_What you will do_
Go to the line below containing "Give me a JSON index of the street" and print exactly from there through the line containing "For a GIS import: Parse", both included. Print nothing else.
-- Recorded information follows --
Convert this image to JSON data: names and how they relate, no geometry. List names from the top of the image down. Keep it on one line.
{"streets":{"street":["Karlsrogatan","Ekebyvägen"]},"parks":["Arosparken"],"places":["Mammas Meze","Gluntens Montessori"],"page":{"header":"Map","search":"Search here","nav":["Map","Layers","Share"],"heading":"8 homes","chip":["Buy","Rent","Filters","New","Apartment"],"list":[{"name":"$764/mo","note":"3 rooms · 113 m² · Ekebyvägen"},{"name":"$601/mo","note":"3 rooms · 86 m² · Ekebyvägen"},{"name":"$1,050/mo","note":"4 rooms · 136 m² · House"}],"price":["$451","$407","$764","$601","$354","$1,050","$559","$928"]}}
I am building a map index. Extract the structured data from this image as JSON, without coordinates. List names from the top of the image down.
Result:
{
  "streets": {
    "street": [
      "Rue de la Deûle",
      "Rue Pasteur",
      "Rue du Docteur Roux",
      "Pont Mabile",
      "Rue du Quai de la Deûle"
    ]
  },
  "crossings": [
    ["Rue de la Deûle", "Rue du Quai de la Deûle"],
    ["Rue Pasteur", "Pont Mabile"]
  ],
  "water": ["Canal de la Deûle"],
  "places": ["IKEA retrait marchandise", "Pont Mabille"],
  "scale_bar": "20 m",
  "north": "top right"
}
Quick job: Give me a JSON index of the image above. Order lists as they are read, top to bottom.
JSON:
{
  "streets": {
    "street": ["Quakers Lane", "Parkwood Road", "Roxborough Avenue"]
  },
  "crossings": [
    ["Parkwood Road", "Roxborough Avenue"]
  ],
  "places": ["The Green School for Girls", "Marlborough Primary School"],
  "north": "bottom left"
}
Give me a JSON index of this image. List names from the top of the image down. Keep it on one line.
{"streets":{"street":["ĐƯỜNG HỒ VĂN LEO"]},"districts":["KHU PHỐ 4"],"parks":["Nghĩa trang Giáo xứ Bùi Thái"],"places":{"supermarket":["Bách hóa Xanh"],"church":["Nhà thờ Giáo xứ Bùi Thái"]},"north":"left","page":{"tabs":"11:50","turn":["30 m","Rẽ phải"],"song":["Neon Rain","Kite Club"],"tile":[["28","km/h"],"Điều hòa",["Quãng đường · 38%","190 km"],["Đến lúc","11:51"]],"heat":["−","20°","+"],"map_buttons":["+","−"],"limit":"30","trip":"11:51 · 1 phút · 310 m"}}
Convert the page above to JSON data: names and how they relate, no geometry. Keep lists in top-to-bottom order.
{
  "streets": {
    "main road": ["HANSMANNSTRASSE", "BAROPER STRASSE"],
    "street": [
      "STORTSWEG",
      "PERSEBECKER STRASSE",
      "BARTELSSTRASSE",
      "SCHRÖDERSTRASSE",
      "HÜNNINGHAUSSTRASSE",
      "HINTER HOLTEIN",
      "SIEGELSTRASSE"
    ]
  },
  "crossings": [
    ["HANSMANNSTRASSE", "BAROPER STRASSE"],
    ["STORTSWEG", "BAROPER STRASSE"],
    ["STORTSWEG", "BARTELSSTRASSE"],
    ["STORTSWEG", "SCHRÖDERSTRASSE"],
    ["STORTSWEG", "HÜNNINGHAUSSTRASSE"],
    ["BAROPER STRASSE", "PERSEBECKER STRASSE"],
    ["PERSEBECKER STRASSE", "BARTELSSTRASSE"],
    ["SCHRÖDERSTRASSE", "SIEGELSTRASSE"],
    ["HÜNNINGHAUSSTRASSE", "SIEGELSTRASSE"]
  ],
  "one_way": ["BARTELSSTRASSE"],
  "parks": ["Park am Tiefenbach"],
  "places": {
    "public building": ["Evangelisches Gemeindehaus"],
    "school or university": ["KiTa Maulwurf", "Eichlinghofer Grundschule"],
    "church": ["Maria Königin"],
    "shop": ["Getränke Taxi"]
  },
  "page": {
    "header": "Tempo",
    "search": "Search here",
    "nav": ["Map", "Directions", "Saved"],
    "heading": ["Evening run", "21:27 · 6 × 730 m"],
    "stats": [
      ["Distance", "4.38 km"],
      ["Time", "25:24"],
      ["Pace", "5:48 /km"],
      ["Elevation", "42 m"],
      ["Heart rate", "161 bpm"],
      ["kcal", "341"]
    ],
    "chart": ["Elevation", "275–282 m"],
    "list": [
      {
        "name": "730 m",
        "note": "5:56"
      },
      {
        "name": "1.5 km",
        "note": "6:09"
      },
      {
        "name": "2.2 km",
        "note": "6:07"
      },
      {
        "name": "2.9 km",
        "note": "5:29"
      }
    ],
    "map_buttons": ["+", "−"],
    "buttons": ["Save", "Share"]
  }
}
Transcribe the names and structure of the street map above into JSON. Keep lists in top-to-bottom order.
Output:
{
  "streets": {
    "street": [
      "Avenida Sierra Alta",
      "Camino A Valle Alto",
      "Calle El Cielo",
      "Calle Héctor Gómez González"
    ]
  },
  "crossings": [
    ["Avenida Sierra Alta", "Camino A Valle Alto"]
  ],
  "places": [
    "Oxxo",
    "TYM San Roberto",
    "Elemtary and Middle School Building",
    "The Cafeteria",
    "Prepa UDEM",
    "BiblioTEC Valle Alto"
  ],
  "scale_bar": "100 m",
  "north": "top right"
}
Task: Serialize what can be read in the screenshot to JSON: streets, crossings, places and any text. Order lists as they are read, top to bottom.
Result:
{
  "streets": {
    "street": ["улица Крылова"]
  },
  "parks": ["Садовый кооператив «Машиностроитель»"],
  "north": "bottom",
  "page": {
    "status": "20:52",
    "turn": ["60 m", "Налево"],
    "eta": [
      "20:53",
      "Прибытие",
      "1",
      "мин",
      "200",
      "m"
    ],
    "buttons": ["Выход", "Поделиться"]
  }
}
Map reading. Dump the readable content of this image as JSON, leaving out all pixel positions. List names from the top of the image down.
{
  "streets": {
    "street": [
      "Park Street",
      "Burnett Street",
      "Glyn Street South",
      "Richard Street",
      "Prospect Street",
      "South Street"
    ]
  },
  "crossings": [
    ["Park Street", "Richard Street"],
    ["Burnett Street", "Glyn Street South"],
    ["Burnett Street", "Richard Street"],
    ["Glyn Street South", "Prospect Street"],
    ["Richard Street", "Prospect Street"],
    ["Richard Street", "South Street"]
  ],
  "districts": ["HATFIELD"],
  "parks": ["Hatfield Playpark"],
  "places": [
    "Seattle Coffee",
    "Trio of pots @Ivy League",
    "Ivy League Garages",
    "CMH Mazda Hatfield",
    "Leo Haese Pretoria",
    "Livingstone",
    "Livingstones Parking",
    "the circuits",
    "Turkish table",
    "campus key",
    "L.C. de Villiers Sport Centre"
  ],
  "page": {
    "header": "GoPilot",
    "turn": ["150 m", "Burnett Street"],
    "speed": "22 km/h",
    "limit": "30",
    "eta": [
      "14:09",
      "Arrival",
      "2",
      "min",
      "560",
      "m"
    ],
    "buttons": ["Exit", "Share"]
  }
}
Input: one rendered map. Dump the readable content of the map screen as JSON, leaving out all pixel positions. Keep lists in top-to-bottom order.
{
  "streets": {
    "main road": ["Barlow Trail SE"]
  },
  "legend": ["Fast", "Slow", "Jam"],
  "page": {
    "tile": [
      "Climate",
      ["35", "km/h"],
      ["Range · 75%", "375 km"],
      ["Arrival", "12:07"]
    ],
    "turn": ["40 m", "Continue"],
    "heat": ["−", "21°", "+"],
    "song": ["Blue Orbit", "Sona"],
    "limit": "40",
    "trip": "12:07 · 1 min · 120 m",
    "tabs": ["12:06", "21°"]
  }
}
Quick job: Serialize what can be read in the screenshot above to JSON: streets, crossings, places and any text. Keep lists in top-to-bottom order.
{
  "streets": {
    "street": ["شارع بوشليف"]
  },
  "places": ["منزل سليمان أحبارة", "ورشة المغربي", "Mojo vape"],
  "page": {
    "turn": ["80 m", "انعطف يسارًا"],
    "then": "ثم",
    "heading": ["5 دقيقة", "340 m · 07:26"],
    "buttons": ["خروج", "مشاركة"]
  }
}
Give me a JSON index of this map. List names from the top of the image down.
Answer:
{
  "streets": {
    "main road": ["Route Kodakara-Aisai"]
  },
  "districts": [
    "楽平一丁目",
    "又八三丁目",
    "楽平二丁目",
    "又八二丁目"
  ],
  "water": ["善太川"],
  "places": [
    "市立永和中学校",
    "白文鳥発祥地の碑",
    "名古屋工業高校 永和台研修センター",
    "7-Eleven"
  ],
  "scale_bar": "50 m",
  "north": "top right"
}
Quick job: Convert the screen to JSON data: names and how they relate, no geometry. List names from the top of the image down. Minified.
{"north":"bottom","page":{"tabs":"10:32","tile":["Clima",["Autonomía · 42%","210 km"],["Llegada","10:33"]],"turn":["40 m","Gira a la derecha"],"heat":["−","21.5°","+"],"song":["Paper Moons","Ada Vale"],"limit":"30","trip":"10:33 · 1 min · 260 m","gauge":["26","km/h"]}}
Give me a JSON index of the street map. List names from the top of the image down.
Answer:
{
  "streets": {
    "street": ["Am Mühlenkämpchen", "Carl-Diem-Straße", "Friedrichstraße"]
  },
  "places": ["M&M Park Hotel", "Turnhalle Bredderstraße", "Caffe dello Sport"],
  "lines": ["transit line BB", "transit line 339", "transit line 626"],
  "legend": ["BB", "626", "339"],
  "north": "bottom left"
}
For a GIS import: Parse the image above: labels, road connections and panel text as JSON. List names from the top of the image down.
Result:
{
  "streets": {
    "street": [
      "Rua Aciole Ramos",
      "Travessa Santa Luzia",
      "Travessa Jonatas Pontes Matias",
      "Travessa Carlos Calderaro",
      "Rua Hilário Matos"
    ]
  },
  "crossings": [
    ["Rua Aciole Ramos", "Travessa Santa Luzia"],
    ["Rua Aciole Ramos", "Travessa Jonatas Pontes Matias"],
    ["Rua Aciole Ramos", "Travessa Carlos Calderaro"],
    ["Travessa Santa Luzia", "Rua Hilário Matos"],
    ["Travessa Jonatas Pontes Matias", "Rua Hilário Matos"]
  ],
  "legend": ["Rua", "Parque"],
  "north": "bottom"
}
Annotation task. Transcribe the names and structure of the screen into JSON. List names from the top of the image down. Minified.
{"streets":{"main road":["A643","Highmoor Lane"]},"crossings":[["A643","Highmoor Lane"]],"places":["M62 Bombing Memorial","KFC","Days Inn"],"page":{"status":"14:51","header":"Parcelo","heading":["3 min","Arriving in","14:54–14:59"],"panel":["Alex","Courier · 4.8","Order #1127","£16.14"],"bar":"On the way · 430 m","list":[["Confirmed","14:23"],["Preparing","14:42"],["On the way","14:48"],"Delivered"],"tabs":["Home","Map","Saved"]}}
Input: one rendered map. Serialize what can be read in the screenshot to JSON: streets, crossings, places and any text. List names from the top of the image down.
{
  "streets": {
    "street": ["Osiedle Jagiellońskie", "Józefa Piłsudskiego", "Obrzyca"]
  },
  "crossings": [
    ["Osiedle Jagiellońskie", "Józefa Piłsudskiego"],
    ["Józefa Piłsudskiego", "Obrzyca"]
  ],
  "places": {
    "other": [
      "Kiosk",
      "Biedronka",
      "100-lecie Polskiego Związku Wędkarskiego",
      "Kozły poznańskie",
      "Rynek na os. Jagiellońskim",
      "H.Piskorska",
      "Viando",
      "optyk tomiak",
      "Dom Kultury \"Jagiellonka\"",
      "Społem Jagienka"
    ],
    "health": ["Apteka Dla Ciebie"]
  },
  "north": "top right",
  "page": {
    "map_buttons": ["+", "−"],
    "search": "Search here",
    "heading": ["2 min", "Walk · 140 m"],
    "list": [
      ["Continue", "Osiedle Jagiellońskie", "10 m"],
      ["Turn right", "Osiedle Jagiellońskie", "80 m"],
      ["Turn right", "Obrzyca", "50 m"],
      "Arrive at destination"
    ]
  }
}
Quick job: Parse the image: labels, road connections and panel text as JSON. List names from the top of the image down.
-- Recorded information concluded --
_Response to this task_
Give me a JSON index of the street map. List names from the top of the image down.
Answer:
{
  "streets": {
    "street": ["Am Mühlenkämpchen", "Carl-Diem-Straße", "Friedrichstraße"]
  },
  "places": ["M&M Park Hotel", "Turnhalle Bredderstraße", "Caffe dello Sport"],
  "lines": ["transit line BB", "transit line 339", "transit line 626"],
  "legend": ["BB", "626", "339"],
  "north": "bottom left"
}
For a GIS import: Parse the image above: labels, road connections and panel text as JSON. List names from the top of the image down.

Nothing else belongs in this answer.